Pionnière sur ce créneau, l’entreprise américaine MasterClass a popularisé ce type de formations, en invitant sur sa plateforme pédagogique des « professeurs » de cinéma aussi réputés que Martin Scorsese, Dan Brown ou Spike Lee. Les aspirants stylistes, peuvent, quant à eux, bénéficier des enseignements de Marc Jacobs, l’iconique ancien directeur de la création de Louis Vuitton. Au cours de 18 leçons en ligne, le créateur livre ses conseils sur l’inspiration, la création, les techniques, les dessins ou encore le choix des matières. Les internautes peuvent aussi télécharger un cahier d’exercices avec devoirs et résumés des cours. Enfin, plusieurs sessions permettent à Marc Jacobs de répondre aux questions précises des étudiants.
Pour 100 dollars le cours – ou 200 dollars l’accès illimité à tous les enseignements du site –, les étudiants et fashionista peuvent également suivre la master class dispensée par la créatrice Diane von Fürstenberg, intitulée « construire une marque de mode ». En France, le succès de MasterClass a inspiré la plateforme The Artist Academy, qui propose de son côté des cours avec la créatrice Chantal Thomas, qui en 16 leçons « vous livre ses secrets pour trouver l’inspiration, assumer votre style et créer votre propre collection ». La formule « Premium », à 499 euros, permet même de rencontrer la styliste et de participer à un concours dont les lauréats gagneront une journée de coaching avec Chantal Thomas.
Les master class, trait d’union entre digital et aspect humain
Depuis trois ans, le magazine Vogue Paris organise lui aussi ses master class, payantes et ouvertes à tous. Des événement qui ont déjà reçu la visite du directeur artistique de Balenciaga Demna Gvasalia, du président de Kering François-Henri Pinault, de Karl Lagerfeld ou d’Albert Elbaz. « A la différence d’une conférence, la master class est hyper-pragmatique, explique aux Echos Delphine Royant, éditrice de Vogue. Les intervenants doivent partager leur expérience en toute transparence, expliquer très concrètement, exemples à l’appui, comment ils ont réussi, quels ont été leurs échecs, quel est leur quotidien aussi ».
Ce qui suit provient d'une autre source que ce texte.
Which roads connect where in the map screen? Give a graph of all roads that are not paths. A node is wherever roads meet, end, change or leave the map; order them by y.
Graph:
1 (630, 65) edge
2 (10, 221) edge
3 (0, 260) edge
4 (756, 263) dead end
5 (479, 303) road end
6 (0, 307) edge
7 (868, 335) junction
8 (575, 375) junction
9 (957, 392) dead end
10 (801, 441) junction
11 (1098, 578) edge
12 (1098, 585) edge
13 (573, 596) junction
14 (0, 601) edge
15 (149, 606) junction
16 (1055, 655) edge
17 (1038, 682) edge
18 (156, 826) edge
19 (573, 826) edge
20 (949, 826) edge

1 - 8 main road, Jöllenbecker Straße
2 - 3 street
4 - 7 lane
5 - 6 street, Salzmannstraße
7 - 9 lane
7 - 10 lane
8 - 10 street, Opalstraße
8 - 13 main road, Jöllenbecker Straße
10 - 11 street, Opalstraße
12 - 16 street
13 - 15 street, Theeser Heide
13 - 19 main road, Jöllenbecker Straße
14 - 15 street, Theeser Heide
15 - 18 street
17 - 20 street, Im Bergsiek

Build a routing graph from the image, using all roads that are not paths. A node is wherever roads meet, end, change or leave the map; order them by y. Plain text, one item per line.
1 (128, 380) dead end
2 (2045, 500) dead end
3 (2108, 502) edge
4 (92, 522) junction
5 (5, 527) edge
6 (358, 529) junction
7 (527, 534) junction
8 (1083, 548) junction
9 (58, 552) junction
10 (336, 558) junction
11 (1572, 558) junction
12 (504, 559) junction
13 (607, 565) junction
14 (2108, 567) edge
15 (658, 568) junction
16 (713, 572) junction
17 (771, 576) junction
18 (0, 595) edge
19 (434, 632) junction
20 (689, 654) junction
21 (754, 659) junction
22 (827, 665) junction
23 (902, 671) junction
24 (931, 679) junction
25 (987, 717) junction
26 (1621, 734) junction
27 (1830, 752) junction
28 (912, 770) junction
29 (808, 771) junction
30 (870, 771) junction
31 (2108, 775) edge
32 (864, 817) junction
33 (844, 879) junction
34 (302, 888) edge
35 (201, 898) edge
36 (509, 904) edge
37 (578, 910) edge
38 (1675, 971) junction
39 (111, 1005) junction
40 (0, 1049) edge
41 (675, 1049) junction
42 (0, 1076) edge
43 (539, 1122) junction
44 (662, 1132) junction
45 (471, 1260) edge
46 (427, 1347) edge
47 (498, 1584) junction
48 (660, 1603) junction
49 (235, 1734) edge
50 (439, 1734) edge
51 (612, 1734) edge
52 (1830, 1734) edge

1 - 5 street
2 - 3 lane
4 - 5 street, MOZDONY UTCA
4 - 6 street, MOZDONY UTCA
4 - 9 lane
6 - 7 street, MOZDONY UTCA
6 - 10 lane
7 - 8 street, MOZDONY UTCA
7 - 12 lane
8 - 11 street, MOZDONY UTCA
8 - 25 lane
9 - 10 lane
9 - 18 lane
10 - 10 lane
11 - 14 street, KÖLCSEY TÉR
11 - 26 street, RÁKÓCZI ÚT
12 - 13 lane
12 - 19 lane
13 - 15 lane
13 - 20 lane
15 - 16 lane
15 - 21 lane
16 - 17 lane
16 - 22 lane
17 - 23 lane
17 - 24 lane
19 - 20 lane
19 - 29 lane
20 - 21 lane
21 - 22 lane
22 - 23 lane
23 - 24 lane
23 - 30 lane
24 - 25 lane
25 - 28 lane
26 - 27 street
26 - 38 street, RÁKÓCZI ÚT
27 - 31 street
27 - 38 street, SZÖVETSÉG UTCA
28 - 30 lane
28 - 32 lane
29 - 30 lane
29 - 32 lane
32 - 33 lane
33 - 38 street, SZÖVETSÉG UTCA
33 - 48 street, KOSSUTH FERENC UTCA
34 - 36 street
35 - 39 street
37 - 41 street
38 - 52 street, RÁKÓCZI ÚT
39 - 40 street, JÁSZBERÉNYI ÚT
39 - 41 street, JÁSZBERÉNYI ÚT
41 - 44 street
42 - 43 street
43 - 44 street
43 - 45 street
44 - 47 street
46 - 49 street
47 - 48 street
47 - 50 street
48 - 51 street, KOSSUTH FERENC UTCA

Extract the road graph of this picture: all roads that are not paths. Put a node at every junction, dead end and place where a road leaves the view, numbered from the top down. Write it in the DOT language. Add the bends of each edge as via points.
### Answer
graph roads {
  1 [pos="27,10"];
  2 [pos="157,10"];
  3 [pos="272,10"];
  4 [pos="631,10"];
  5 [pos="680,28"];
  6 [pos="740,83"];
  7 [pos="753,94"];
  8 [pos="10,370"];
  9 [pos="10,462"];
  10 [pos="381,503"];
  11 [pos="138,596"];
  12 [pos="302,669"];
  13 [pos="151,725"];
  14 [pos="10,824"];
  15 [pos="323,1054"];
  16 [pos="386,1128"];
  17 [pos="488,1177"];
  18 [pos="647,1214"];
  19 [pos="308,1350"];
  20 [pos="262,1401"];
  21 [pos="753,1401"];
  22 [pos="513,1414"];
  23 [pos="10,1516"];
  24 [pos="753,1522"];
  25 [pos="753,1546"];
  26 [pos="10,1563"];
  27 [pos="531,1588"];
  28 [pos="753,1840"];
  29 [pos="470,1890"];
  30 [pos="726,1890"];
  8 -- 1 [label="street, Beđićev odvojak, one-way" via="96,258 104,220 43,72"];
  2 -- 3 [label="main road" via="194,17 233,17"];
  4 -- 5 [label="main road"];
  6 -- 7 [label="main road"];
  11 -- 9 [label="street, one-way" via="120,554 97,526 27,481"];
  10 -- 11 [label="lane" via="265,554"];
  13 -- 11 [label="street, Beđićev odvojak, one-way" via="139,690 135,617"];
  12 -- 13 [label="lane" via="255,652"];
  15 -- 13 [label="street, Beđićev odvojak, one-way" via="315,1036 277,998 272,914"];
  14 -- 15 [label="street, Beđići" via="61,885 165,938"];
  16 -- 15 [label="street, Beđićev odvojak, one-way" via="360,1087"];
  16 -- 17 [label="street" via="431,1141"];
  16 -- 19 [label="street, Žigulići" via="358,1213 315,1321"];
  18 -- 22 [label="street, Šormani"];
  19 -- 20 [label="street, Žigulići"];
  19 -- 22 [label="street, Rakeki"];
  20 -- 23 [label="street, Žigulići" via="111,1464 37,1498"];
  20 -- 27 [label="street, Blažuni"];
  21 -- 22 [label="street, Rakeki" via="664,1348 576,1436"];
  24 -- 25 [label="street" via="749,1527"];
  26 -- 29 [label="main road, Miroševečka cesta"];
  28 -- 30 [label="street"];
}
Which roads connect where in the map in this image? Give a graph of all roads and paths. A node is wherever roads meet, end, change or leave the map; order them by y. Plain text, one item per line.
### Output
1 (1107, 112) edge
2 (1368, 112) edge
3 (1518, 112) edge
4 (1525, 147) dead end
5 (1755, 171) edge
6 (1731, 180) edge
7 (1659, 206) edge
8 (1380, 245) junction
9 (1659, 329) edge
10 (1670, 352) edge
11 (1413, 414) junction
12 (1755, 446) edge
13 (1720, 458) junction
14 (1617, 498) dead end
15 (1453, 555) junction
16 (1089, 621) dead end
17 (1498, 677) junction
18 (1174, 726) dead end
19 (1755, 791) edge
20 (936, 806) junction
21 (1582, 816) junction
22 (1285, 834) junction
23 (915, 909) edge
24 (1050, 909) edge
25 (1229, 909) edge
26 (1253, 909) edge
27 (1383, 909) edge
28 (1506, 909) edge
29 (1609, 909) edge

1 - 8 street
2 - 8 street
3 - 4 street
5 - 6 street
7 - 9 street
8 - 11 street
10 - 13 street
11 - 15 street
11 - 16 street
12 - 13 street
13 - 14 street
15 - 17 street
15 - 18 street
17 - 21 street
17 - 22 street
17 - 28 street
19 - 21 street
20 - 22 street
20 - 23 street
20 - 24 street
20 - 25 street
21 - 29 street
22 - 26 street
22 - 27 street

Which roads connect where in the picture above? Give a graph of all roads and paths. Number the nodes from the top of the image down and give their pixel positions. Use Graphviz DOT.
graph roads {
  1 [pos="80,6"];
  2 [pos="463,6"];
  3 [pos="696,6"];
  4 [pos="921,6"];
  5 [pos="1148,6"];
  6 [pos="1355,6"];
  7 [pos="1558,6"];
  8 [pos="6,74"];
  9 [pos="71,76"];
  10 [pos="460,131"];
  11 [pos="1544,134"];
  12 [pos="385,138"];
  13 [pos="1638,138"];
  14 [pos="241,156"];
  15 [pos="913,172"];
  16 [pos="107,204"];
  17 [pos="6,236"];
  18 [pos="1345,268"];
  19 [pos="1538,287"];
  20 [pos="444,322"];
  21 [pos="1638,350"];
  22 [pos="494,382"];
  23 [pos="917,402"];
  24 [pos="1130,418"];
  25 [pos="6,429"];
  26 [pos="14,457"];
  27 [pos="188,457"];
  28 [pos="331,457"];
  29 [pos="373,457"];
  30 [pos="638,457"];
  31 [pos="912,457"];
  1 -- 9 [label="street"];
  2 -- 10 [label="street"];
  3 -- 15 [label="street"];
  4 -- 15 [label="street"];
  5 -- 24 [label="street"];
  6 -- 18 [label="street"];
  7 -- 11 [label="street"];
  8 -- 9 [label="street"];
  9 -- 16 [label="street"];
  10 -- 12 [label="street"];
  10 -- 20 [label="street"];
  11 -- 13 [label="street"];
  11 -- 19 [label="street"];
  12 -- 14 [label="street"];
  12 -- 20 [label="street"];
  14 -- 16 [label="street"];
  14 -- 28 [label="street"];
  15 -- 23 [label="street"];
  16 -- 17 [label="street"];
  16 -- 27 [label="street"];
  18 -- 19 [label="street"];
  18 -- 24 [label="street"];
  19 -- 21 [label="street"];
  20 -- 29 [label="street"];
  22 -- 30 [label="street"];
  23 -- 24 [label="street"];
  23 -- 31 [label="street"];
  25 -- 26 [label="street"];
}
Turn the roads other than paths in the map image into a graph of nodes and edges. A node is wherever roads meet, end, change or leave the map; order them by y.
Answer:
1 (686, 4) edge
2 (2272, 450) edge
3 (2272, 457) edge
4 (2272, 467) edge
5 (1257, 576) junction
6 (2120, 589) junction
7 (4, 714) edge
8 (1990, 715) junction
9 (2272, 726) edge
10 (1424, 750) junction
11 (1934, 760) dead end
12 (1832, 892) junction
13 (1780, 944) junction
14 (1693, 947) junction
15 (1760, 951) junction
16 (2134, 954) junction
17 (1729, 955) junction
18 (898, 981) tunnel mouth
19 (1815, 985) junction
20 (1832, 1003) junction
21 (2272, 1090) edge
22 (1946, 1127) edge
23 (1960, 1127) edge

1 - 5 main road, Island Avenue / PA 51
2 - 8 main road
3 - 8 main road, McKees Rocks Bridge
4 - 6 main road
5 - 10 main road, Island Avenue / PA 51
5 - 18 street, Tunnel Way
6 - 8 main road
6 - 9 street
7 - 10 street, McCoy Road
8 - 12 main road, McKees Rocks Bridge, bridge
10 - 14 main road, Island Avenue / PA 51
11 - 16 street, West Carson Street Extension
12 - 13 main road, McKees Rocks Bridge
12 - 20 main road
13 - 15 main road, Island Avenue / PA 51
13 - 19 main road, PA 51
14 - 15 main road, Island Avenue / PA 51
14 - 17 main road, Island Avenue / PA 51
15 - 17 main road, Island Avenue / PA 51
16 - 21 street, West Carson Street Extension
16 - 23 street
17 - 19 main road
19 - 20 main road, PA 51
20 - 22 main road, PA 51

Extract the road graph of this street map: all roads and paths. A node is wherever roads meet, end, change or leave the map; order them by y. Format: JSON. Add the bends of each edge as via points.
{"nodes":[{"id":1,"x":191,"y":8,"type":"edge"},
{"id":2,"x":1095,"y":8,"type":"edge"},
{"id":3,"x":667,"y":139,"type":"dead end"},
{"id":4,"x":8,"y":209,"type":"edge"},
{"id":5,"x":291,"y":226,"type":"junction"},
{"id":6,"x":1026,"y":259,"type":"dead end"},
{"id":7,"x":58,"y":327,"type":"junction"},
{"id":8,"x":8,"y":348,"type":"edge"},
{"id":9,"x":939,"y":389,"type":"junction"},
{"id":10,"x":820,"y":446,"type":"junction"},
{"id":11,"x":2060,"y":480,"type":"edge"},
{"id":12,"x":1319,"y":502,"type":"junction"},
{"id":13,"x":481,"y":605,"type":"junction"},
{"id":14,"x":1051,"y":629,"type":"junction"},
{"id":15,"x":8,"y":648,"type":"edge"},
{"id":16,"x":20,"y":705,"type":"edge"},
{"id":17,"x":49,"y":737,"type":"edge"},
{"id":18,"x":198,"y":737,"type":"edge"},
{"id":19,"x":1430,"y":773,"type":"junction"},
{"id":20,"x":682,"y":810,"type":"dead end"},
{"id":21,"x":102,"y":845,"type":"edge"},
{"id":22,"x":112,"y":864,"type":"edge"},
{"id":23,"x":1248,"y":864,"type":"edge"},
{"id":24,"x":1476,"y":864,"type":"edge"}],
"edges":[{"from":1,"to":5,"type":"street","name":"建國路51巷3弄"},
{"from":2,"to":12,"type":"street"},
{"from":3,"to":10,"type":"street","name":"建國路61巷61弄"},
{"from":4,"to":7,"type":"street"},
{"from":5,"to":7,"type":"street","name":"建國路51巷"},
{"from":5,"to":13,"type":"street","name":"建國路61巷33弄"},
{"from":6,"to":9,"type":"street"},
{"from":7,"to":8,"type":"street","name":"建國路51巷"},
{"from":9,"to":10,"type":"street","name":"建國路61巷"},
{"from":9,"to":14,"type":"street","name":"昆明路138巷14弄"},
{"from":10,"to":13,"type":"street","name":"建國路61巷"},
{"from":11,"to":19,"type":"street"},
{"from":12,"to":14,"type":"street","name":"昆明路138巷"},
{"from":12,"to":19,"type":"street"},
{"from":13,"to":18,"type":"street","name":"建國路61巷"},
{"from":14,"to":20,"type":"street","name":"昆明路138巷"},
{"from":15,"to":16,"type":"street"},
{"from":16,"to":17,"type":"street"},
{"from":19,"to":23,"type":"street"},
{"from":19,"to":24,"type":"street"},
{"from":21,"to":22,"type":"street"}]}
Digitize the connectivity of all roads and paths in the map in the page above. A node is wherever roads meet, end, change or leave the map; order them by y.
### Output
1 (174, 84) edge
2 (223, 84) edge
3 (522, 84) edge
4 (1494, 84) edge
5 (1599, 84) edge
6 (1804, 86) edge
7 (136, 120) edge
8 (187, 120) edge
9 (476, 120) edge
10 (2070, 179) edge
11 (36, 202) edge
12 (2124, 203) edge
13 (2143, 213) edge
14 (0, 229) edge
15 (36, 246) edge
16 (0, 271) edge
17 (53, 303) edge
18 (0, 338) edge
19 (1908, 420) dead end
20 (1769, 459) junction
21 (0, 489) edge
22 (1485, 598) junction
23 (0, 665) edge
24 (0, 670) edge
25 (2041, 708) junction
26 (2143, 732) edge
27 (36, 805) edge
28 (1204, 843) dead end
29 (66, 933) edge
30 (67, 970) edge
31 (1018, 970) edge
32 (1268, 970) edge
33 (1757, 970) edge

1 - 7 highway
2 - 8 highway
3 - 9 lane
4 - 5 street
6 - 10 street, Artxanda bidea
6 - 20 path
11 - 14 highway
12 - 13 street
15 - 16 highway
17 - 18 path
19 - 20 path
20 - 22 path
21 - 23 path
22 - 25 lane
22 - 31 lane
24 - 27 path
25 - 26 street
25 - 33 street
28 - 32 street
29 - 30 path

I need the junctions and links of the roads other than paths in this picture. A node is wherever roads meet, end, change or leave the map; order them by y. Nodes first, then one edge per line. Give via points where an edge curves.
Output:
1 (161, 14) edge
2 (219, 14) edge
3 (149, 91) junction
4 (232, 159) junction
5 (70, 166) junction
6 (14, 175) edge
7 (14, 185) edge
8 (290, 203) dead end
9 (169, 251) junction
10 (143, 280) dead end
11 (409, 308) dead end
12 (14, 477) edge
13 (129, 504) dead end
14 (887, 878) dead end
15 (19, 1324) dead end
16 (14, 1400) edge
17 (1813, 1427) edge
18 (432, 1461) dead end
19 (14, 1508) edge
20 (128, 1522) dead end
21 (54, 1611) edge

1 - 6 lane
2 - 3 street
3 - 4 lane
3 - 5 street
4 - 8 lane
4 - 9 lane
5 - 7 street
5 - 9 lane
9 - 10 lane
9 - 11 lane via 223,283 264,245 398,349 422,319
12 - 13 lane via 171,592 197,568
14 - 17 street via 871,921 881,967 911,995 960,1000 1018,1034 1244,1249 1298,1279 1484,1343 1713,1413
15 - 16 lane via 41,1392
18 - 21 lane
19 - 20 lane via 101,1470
« Les marques de mode tiennent une place essentielle dans cette professionnalisation, estime pour Le Figaro Pascal Morand, président exécutif de la Fédération de la haute couture et de la mode. Nous sommes aujourd’hui dans l’économie de la connaissance et les master class représentent une manière de se diversifier, d’enrichir le contenu de leurs activités et des informations qu’elles transmettent, tout en donnant une plus grande place à l’incarnation. » « Les nouvelles générations sont en demande de ce genre d’expérience, poursuit la fondatrice de Tagwalk (le ‘Google de la mode’). Les Millennials ont besoin de comprendre l’univers de la tech et cela passe par les relations physiques. Quand ils se déplacent pour assister à une master class, ils laissent leur smartphone dans leur sac. » Ou comment les outils digitaux favorisent, in fine, la rencontre humaine entre élèves et professeurs.